There is a trait of great leadership that I want to commend to you in this week’s Leading Thoughts. It might sound a bit trendy or murky to some ears, but I’m convinced it is a trait we must have to lead well, one that we can strengthen intentionally in our lives.
This trait, this skill, is imagination. Now, a Disney-esque image might be forming in your mind as you read this word. This isn’t necessarily what I mean. Visions of cartoons and bright colors don’t necessarily need to be dancing in your head.
Imagination is the ability to envision mentally what isn’t already there. It is the skill of picturing what isn’t real, but—in a leadership context—could be.
The importance of imagination to great leadership is hard to exaggerate. Lincoln envisioned a free United States and it empowered him to remake his country. Churchill envisioned what Britain’s sacrifices in combatting Nazism would mean a thousand years later and it became the source of inspiration for his people. Generals envision battles not yet fought. CEOs imagine markets and products that don’t yet exist. Educators imagine knowledge embedded in the minds of yet unlearned students and then imagine the means of making it happen.
And so it goes.
Nearly all greatness, nearly all achievement, comes from an initial act of imagining. Of course, action must follow, but far too often we have action without informed imagination, and this leads to empty busyness.
Now, each of us steps into adulthood with a certain amount of imaginative ability. This comes from how our parents interacted with us, what reading we have done, how teachers awakened dormant portions of our minds, and how freely we allowed our minds to roam.

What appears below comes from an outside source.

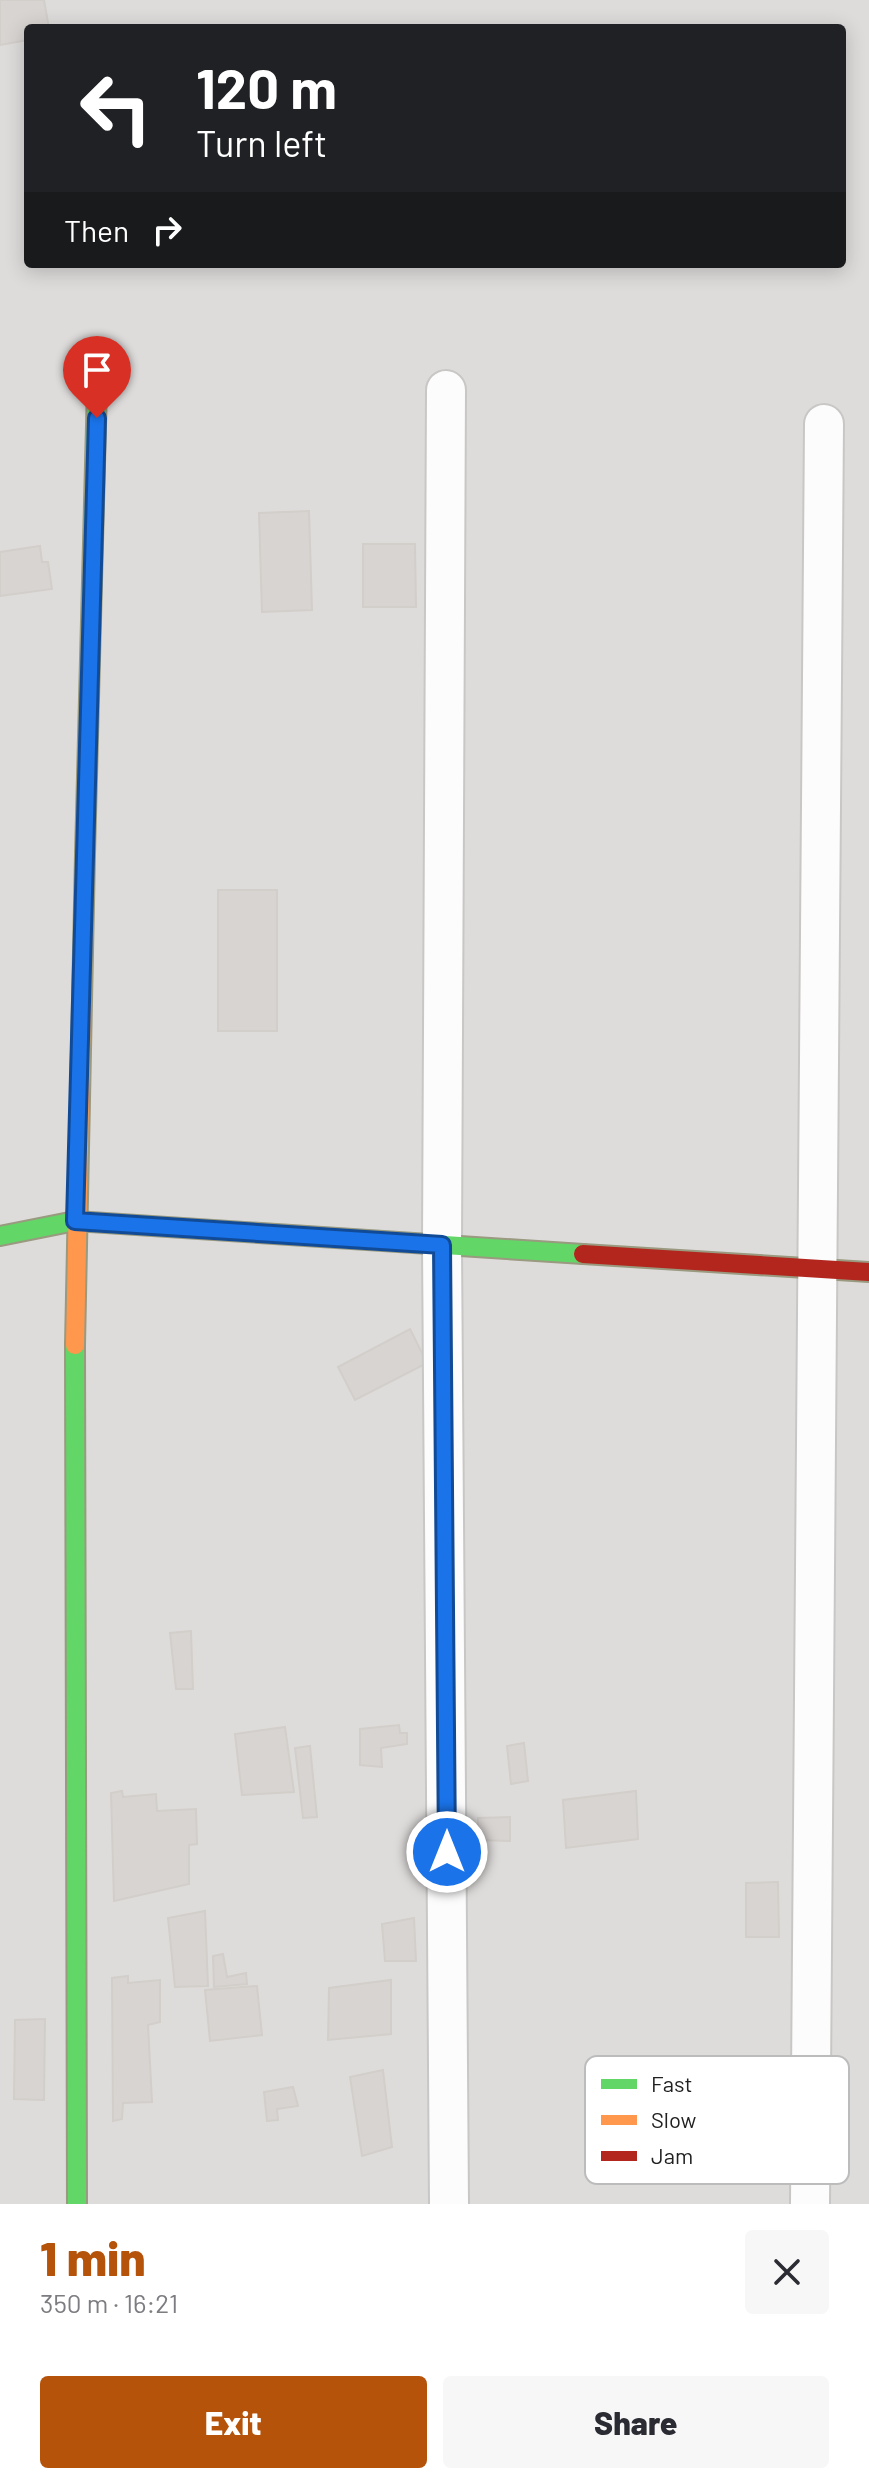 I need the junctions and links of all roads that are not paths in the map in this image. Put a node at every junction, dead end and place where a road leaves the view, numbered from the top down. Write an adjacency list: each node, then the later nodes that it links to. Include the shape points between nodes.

We can take our imaginative abilities further, though. Here are some ways.
1. Read and Read Broadly
Space travel, the personal computer, the cell phone, and the microchip were all first imagined in the pages of science fiction. Political visions have often arisen from the pages of literature and poetry. Compassion for people far removed is inspired when we delve into cultures and worldviews unfamiliar to us but made understandable by the written word. Read and read broadly. It enflames imagination
2. Master Possibilities and Not Just Facts
Most leaders specialize in understanding what already exists. Yet they need a vision of the future. What will their industry look like in twenty years? Will it even exist? What will tech, markets, global trends, and leadership itself look like when the twenty-five-year-old exec is just hitting his stride in his fifties? This is how a leader thinks and these are the questions effective leaders ask.
3. Talk Dreams
I love getting my successful friends together and asking them to envision the future. “What’s that going to look like in five years?” I’ll often ask. “What will that mean to your grandchildren?” I want to know what’s coming. That’s why I’ve devoted much of my life to the study of the past. I believe history reveals the future. I enlist as much help as I can in imaging what’s coming. You are probably surrounded by smart people who think a great deal about the future. Dream with them. Imagine with them. Let their imaginative abilities be your guide.
That’s it. Cultivate the gift of informed imagination. Great success will follow if you execute well.